## PROVIDED ENTRIES
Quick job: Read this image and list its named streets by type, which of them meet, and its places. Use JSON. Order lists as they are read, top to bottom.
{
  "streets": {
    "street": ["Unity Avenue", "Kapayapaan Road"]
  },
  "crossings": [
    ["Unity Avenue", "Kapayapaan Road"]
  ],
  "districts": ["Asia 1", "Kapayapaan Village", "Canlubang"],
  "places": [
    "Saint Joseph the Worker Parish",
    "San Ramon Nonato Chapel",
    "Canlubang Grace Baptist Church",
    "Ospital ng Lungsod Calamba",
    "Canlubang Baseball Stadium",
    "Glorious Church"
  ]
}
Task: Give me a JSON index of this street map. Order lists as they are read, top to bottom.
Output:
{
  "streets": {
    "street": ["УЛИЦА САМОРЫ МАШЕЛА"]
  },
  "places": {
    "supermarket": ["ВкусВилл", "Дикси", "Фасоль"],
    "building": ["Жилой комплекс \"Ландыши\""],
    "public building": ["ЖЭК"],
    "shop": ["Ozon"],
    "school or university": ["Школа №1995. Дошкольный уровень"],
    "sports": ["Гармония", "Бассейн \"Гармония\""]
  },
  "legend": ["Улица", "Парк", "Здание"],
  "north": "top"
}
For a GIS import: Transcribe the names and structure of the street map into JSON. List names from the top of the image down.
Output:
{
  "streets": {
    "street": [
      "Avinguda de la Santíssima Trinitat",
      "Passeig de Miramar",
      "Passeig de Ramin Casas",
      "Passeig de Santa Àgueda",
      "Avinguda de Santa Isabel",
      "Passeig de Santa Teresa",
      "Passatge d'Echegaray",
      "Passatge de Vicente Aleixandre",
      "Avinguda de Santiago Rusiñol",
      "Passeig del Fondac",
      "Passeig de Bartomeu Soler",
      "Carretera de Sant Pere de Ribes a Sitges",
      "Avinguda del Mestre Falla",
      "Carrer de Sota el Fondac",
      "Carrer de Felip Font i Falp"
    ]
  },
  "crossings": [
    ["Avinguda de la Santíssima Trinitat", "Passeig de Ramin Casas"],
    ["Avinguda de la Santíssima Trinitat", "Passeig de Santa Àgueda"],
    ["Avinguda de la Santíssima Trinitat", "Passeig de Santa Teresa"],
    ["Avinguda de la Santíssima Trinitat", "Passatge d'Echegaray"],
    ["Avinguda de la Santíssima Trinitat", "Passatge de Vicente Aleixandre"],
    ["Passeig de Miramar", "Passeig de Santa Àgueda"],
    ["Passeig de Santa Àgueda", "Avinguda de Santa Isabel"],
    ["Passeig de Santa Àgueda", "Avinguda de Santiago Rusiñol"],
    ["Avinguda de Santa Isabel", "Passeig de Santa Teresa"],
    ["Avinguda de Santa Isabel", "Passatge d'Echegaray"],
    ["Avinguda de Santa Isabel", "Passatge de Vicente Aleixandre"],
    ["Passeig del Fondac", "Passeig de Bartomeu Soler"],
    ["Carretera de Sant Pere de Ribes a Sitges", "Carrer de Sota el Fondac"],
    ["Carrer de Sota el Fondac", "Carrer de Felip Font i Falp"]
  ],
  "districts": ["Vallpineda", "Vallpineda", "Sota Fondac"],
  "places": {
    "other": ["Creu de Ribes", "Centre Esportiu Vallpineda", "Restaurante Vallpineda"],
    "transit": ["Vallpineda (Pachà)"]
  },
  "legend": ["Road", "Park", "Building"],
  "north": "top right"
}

## ACTION ITEM
Counting only lines that hold the word "districts", say how many there are in the listing above and add nothing.

## ANSWER TO THE EXERCISE
2